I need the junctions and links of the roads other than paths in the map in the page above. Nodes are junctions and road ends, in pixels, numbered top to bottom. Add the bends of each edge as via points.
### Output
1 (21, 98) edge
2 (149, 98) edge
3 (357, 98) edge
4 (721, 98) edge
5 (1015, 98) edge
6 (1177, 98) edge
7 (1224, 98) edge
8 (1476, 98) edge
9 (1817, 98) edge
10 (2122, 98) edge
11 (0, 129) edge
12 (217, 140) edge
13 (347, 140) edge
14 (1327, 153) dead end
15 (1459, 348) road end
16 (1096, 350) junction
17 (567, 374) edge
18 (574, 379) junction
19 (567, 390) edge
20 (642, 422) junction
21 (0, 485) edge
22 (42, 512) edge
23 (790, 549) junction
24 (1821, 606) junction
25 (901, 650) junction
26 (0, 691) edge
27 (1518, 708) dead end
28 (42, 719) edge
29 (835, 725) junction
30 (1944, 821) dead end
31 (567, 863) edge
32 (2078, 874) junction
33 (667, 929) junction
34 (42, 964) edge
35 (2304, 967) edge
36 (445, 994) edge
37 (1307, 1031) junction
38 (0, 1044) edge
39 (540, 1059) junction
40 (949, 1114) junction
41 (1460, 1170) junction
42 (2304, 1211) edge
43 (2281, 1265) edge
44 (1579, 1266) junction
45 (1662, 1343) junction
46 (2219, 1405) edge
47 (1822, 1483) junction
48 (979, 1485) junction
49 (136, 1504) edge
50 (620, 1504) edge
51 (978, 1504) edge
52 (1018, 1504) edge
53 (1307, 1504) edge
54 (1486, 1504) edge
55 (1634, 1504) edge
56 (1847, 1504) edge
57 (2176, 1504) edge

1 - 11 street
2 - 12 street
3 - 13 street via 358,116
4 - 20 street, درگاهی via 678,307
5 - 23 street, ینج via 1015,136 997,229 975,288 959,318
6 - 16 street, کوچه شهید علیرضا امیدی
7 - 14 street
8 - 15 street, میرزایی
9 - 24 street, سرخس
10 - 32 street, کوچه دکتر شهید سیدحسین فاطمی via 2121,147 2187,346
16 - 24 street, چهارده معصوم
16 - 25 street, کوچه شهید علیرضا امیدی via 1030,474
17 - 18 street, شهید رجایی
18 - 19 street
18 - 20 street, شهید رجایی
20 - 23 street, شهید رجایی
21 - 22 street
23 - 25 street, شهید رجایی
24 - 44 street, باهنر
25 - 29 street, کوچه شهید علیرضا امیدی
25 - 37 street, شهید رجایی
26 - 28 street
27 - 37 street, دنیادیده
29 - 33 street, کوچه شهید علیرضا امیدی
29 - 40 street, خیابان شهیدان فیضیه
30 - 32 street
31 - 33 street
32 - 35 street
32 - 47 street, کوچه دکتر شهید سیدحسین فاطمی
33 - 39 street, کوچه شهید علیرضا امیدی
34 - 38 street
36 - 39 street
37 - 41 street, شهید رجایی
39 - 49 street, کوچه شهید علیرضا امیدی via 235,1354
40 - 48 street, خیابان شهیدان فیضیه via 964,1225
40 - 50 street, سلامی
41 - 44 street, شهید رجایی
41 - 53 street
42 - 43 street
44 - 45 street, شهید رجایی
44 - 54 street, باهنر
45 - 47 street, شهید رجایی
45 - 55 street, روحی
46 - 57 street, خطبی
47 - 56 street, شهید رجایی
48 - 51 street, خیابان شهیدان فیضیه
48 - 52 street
★ ★ ★ ★
> [EXERCISE PROMPT] Across the whole listing, show each line where the word "شهیدان" occurs.

> [SOLUTION TO THIS PROBLEM]
29 - 40 street, خیابان شهیدان فیضیه
40 - 48 street, خیابان شهیدان فیضیه via 964,1225
48 - 51 street, خیابان شهیدان فیضیه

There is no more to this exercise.